We used tire socks on the steer tires on the fire engines. They work good for steering traction. I dont think they would work well on drive tires.


----------



## seville009 (Sep 9, 2002)

ktfbgb said:


> We used tire socks on the steer tires on the fire engines. They work good for steering traction. I dont think they would work well on drive tires.


Was watching the show "Highway Thru H!ll" on the Weather Channel last night and one semi was using them on his drive wheels.


----------



## ktfbgb (Jan 31, 2016)

seville009 said:


> Was watching the show "Highway Thru H!ll" on the Weather Channel last night and one semi was using them on his drive wheels.

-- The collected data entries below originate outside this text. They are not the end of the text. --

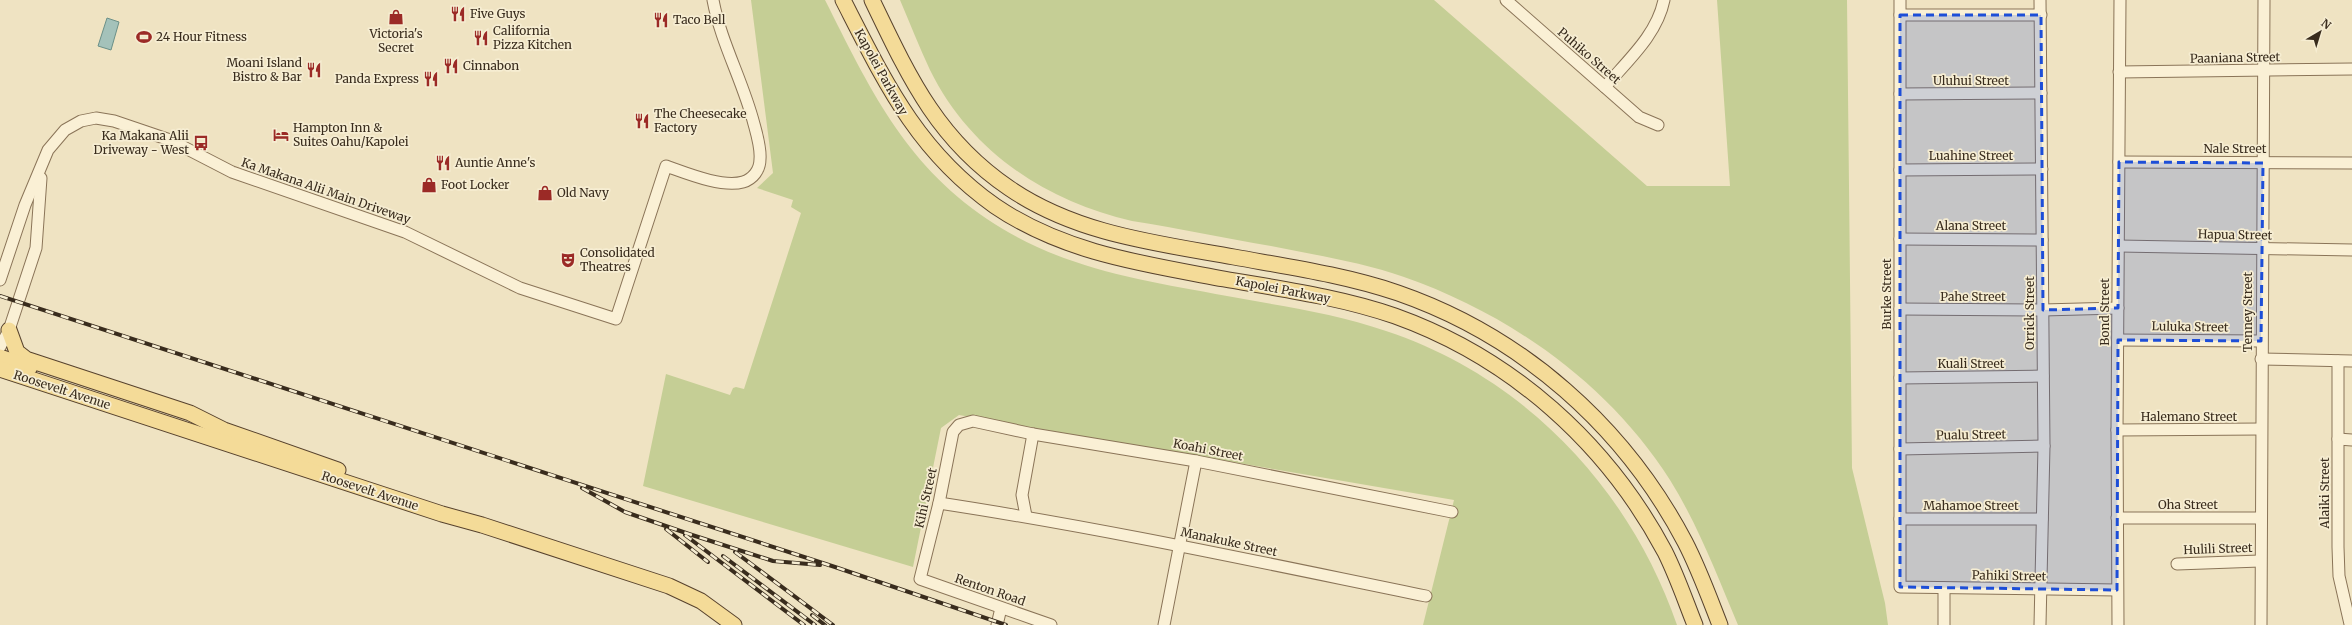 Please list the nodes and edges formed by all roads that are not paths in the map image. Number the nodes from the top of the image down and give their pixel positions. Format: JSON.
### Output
{"nodes":[{"id":1,"x":706,"y":0,"type":"edge"},
{"id":2,"x":713,"y":0,"type":"edge"},
{"id":3,"x":843,"y":0,"type":"edge"},
{"id":4,"x":872,"y":0,"type":"edge"},
{"id":5,"x":1506,"y":0,"type":"edge"},
{"id":6,"x":1664,"y":0,"type":"edge"},
{"id":7,"x":1900,"y":0,"type":"edge"},
{"id":8,"x":2040,"y":0,"type":"edge"},
{"id":9,"x":2120,"y":0,"type":"edge"},
{"id":10,"x":2264,"y":0,"type":"edge"},
{"id":11,"x":1900,"y":15,"type":"junction"},
{"id":12,"x":2041,"y":15,"type":"junction"},
{"id":13,"x":717,"y":23,"type":"junction"},
{"id":14,"x":2352,"y":69,"type":"edge"},
{"id":15,"x":2263,"y":71,"type":"junction"},
{"id":16,"x":2119,"y":72,"type":"junction"},
{"id":17,"x":1605,"y":87,"type":"junction"},
{"id":18,"x":2041,"y":93,"type":"junction"},
{"id":19,"x":1900,"y":94,"type":"junction"},
{"id":20,"x":1658,"y":125,"type":"dead end"},
{"id":21,"x":2119,"y":162,"type":"junction"},
{"id":22,"x":2263,"y":162,"type":"junction"},
{"id":23,"x":2352,"y":163,"type":"edge"},
{"id":24,"x":42,"y":167,"type":"junction"},
{"id":25,"x":2042,"y":169,"type":"junction"},
{"id":26,"x":1900,"y":170,"type":"junction"},
{"id":27,"x":1900,"y":239,"type":"junction"},
{"id":28,"x":2042,"y":240,"type":"junction"},
{"id":29,"x":2118,"y":246,"type":"junction"},
{"id":30,"x":2261,"y":249,"type":"junction"},
{"id":31,"x":2352,"y":250,"type":"edge"},
{"id":32,"x":0,"y":280,"type":"edge"},
{"id":33,"x":2118,"y":308,"type":"junction"},
{"id":34,"x":1900,"y":309,"type":"junction"},
{"id":35,"x":2043,"y":310,"type":"junction"},
{"id":36,"x":9,"y":330,"type":"junction"},
{"id":37,"x":2118,"y":340,"type":"junction"},
{"id":38,"x":2261,"y":341,"type":"junction"},
{"id":39,"x":0,"y":347,"type":"edge"},
{"id":40,"x":0,"y":357,"type":"edge"},
{"id":41,"x":2261,"y":360,"type":"junction"},
{"id":42,"x":2338,"y":361,"type":"junction"},
{"id":43,"x":2352,"y":361,"type":"edge"},
{"id":44,"x":0,"y":369,"type":"edge"},
{"id":45,"x":2043,"y":376,"type":"junction"},
{"id":46,"x":1900,"y":378,"type":"junction"},
{"id":47,"x":959,"y":425,"type":"joint"},
{"id":48,"x":2261,"y":429,"type":"junction"},
{"id":49,"x":224,"y":430,"type":"junction"},
{"id":50,"x":2117,"y":430,"type":"junction"},
{"id":51,"x":1033,"y":434,"type":"junction"},
{"id":52,"x":2338,"y":439,"type":"junction"},
{"id":53,"x":2352,"y":440,"type":"edge"},
{"id":54,"x":2044,"y":446,"type":"junction"},
{"id":55,"x":1900,"y":450,"type":"junction"},
{"id":56,"x":1196,"y":461,"type":"junction"},
{"id":57,"x":939,"y":503,"type":"junction"},
{"id":58,"x":1452,"y":512,"type":"dead end"},
{"id":59,"x":1026,"y":516,"type":"junction"},
{"id":60,"x":2117,"y":518,"type":"junction"},
{"id":61,"x":2260,"y":518,"type":"junction"},
{"id":62,"x":1900,"y":519,"type":"junction"},
{"id":63,"x":2042,"y":519,"type":"junction"},
{"id":64,"x":482,"y":525,"type":"junction"},
{"id":65,"x":1180,"y":545,"type":"junction"},
{"id":66,"x":2260,"y":561,"type":"junction"},
{"id":67,"x":2177,"y":564,"type":"dead end"},
{"id":68,"x":920,"y":579,"type":"joint"},
{"id":69,"x":1900,"y":587,"type":"joint"},
{"id":70,"x":1944,"y":588,"type":"junction"},
{"id":71,"x":2041,"y":590,"type":"junction"},
{"id":72,"x":2117,"y":590,"type":"junction"},
{"id":73,"x":1426,"y":596,"type":"dead end"},
{"id":74,"x":1002,"y":608,"type":"junction"},
{"id":75,"x":2349,"y":624,"type":"edge"},
{"id":76,"x":734,"y":625,"type":"edge"},
{"id":77,"x":997,"y":625,"type":"edge"},
{"id":78,"x":1051,"y":625,"type":"edge"},
{"id":79,"x":1164,"y":625,"type":"edge"},
{"id":80,"x":1695,"y":625,"type":"edge"},
{"id":81,"x":1720,"y":625,"type":"edge"},
{"id":82,"x":1944,"y":625,"type":"edge"},
{"id":83,"x":2040,"y":625,"type":"edge"},
{"id":84,"x":2118,"y":625,"type":"edge"},
{"id":85,"x":2260,"y":625,"type":"edge"}],
"edges":[{"from":1,"to":13,"type":"street"},
{"from":2,"to":13,"type":"street","name":"Ka Makana Alii Main Driveway"},
{"from":3,"to":80,"type":"main road","name":"Kapolei Parkway"},
{"from":4,"to":81,"type":"main road","name":"Kapolei Parkway"},
{"from":5,"to":17,"type":"street","name":"Puhiko Street"},
{"from":6,"to":17,"type":"street"},
{"from":7,"to":11,"type":"street","name":"Burke Street"},
{"from":8,"to":12,"type":"street","name":"Orrick Street"},
{"from":9,"to":16,"type":"street","name":"Bond Street"},
{"from":10,"to":15,"type":"street","name":"Tenney Street"},
{"from":11,"to":12,"type":"street"},
{"from":11,"to":19,"type":"street","name":"Burke Street"},
{"from":12,"to":18,"type":"street","name":"Orrick Street"},
{"from":13,"to":24,"type":"street","name":"Ka Makana Alii Main Driveway"},
{"from":14,"to":15,"type":"street","name":"Paaniana Street"},
{"from":15,"to":16,"type":"street","name":"Paaniana Street"},
{"from":15,"to":22,"type":"street","name":"Tenney Street"},
{"from":16,"to":21,"type":"street","name":"Bond Street"},
{"from":17,"to":20,"type":"street","name":"Puhiko Street"},
{"from":18,"to":19,"type":"street","name":"Uluhui Street"},
{"from":18,"to":25,"type":"street","name":"Orrick Street"},
{"from":19,"to":26,"type":"street","name":"Burke Street"},
{"from":21,"to":22,"type":"street","name":"Nale Street"},
{"from":21,"to":29,"type":"street","name":"Bond Street"},
{"from":22,"to":23,"type":"street","name":"Nale Street"},
{"from":22,"to":30,"type":"street","name":"Tenney Street"},
{"from":24,"to":32,"type":"street","name":"Ka Makana Alii Main Driveway"},
{"from":24,"to":36,"type":"street"},
{"from":25,"to":26,"type":"street","name":"Luahine Street"},
{"from":25,"to":28,"type":"street","name":"Orrick Street"},
{"from":26,"to":27,"type":"street","name":"Burke Street"},
{"from":27,"to":28,"type":"street","name":"Alana Street"},
{"from":27,"to":34,"type":"street","name":"Burke Street"},
{"from":28,"to":35,"type":"street","name":"Orrick Street"},
{"from":29,"to":30,"type":"street","name":"Hapua Street"},
{"from":29,"to":33,"type":"street","name":"Bond Street"},
{"from":30,"to":31,"type":"street","name":"Hapua Street"},
{"from":30,"to":38,"type":"street","name":"Tenney Street"},
{"from":33,"to":35,"type":"street","name":"Pahe Street"},
{"from":33,"to":37,"type":"street","name":"Bond Street"},
{"from":34,"to":35,"type":"street","name":"Pahe Street"},
{"from":34,"to":46,"type":"street","name":"Burke Street"},
{"from":35,"to":45,"type":"street","name":"Orrick Street"},
{"from":36,"to":39,"type":"street"},
{"from":36,"to":49,"type":"main road"},
{"from":37,"to":38,"type":"street","name":"Luluka Street"},
{"from":37,"to":50,"type":"street","name":"Bond Street"},
{"from":38,"to":41,"type":"street","name":"Tenney Street"},
{"from":40,"to":49,"type":"main road","name":"Roosevelt Avenue"},
{"from":41,"to":42,"type":"street"},
{"from":41,"to":48,"type":"street","name":"Tenney Street"},
{"from":42,"to":43,"type":"street"},
{"from":42,"to":52,"type":"street","name":"Alaiki Street"},
{"from":44,"to":64,"type":"main road","name":"Roosevelt Avenue"},
{"from":45,"to":46,"type":"street","name":"Kuali Street"},
{"from":45,"to":54,"type":"street","name":"Orrick Street"},
{"from":46,"to":55,"type":"street","name":"Burke Street"},
{"from":47,"to":51,"type":"street","name":"Koahi Street"},
{"from":47,"to":57,"type":"street","name":"Kihi Street"},
{"from":48,"to":50,"type":"street","name":"Halemano Street"},
{"from":48,"to":61,"type":"street","name":"Tenney Street"},
{"from":49,"to":64,"type":"main road"},
{"from":50,"to":60,"type":"street","name":"Bond Street"},
{"from":51,"to":56,"type":"street","name":"Koahi Street"},
{"from":51,"to":59,"type":"street"},
{"from":52,"to":53,"type":"street"},
{"from":52,"to":75,"type":"street","name":"Alaiki Street"},
{"from":54,"to":55,"type":"street","name":"Pualu Street"},
{"from":54,"to":63,"type":"street","name":"Orrick Street"},
{"from":55,"to":62,"type":"street","name":"Burke Street"},
{"from":56,"to":58,"type":"street","name":"Koahi Street"},
{"from":56,"to":65,"type":"street"},
{"from":57,"to":59,"type":"street","name":"Manakuke Street"},
{"from":57,"to":68,"type":"street","name":"Kihi Street"},
{"from":59,"to":65,"type":"street","name":"Manakuke Street"},
{"from":60,"to":61,"type":"street","name":"Oha Street"},
{"from":60,"to":72,"type":"street","name":"Bond Street"},
{"from":61,"to":66,"type":"street","name":"Tenney Street"},
{"from":62,"to":63,"type":"street","name":"Mahamoe Street"},
{"from":62,"to":69,"type":"street","name":"Burke Street"},
{"from":63,"to":71,"type":"street","name":"Orrick Street"},
{"from":64,"to":76,"type":"main road","name":"Roosevelt Avenue"},
{"from":65,"to":73,"type":"street","name":"Manakuke Street"},
{"from":65,"to":79,"type":"street"},
{"from":66,"to":67,"type":"street","name":"Hulili Street"},
{"from":66,"to":85,"type":"street","name":"Tenney Street"},
{"from":68,"to":74,"type":"street","name":"Renton Road"},
{"from":69,"to":70,"type":"street","name":"Pahiki Street"},
{"from":70,"to":71,"type":"street","name":"Pahiki Street"},
{"from":70,"to":82,"type":"street"},
{"from":71,"to":72,"type":"street","name":"Pahiki Street"},
{"from":71,"to":83,"type":"street","name":"Orrick Street"},
{"from":72,"to":84,"type":"street","name":"Bond Street"},
{"from":74,"to":77,"type":"street"},
{"from":74,"to":78,"type":"street","name":"Renton Road"}]} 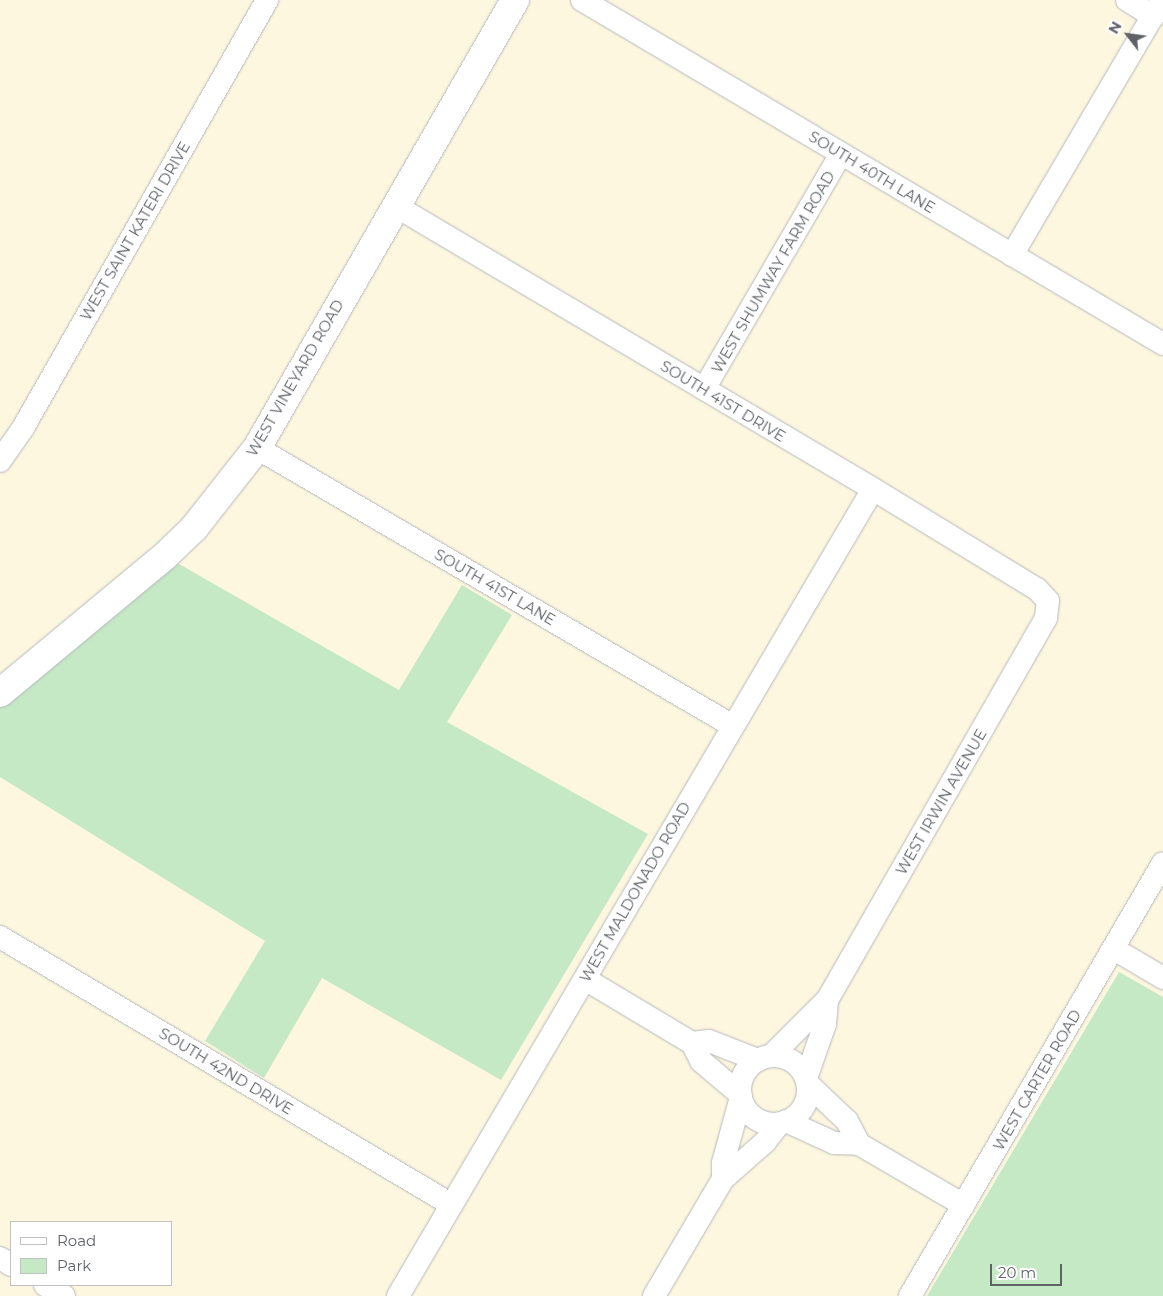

On flat or semi flat ground where you are maintaining momentum I'm thinking they should be fine. I was just thinking about the OP talking about starting and stopping and then giving it everything it had to crest the hill that had me picturing them tearing or rolling up or something weird under high torque situation like he was describing.


----------



## seville009 (Sep 9, 2002)

ktfbgb said:


> On flat or semi flat ground where you are maintaining momentum I'm thinking they should be fine. I was just thinking about the OP talking about starting and stopping and then giving it everything it had to crest the hill that had me picturing them tearing or rolling up or something weird under high torque situation like he was describing.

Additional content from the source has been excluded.